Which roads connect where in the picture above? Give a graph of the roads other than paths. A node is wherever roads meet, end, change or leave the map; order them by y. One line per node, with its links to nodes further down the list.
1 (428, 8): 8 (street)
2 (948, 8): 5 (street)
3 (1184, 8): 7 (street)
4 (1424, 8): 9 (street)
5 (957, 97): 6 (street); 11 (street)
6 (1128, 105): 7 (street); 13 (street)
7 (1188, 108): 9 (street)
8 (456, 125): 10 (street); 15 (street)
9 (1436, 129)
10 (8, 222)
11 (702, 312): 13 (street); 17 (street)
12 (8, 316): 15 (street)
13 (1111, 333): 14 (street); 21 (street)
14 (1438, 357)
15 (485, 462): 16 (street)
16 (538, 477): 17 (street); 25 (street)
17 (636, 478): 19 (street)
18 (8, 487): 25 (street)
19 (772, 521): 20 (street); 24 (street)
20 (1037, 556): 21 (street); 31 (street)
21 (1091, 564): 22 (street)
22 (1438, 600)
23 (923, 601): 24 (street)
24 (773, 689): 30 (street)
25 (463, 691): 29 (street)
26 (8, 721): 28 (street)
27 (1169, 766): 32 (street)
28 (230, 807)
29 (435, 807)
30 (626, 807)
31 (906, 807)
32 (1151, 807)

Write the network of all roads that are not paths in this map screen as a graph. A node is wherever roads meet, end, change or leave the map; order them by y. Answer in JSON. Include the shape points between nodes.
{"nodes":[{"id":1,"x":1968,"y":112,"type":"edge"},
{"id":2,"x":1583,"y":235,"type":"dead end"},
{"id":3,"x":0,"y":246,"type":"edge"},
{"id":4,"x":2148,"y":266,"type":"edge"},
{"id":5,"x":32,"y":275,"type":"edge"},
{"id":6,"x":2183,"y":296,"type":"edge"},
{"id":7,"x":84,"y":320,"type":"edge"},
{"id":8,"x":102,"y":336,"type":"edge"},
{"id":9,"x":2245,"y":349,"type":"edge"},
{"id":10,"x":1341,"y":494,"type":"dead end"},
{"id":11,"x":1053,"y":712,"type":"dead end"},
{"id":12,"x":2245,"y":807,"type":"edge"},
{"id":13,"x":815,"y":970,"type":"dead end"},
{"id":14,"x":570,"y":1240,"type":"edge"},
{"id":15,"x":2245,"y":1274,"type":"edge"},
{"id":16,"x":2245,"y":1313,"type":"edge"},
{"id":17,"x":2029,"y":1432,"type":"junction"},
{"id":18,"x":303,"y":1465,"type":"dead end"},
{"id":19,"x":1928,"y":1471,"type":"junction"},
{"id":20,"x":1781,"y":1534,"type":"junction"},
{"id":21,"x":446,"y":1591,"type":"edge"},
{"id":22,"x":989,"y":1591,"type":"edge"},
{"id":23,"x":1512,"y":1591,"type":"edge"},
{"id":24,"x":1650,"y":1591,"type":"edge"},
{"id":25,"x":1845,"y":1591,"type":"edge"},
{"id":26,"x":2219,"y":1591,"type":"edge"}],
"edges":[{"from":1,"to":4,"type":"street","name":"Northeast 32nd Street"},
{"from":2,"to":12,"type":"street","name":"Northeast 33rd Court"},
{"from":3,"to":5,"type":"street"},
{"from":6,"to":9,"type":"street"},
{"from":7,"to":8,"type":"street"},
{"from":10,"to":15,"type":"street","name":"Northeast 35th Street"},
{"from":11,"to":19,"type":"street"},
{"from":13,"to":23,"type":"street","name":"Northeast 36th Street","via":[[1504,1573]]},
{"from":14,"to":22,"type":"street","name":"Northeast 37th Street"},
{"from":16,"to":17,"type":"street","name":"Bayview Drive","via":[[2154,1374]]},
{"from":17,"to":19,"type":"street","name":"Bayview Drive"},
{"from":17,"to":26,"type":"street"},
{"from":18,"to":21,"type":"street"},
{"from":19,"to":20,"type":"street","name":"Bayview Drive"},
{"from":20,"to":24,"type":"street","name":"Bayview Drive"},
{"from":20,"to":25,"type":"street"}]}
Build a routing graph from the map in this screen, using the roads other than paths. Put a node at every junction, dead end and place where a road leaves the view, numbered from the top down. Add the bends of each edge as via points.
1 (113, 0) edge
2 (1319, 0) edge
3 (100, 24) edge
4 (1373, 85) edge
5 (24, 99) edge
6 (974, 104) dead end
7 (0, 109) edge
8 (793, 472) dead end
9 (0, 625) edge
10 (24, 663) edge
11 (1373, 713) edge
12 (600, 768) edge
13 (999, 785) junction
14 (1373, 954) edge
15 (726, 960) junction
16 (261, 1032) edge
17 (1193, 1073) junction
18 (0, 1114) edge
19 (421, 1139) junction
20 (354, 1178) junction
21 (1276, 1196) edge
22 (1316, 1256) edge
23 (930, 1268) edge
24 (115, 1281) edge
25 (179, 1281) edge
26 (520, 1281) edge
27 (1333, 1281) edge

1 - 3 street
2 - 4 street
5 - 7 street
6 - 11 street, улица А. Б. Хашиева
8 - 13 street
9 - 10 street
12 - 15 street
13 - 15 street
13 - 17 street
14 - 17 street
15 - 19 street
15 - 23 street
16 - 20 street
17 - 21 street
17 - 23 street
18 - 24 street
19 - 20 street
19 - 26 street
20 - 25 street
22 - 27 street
★ ★ ★ ★ ★
◆ Task description ◆
Pick out each line in the material containing "Bayview".

◆ Final answer ◆
{"from":16,"to":17,"type":"street","name":"Bayview Drive","via":[[2154,1374]]},
{"from":17,"to":19,"type":"street","name":"Bayview Drive"},
{"from":19,"to":20,"type":"street","name":"Bayview Drive"},
{"from":20,"to":24,"type":"street","name":"Bayview Drive"},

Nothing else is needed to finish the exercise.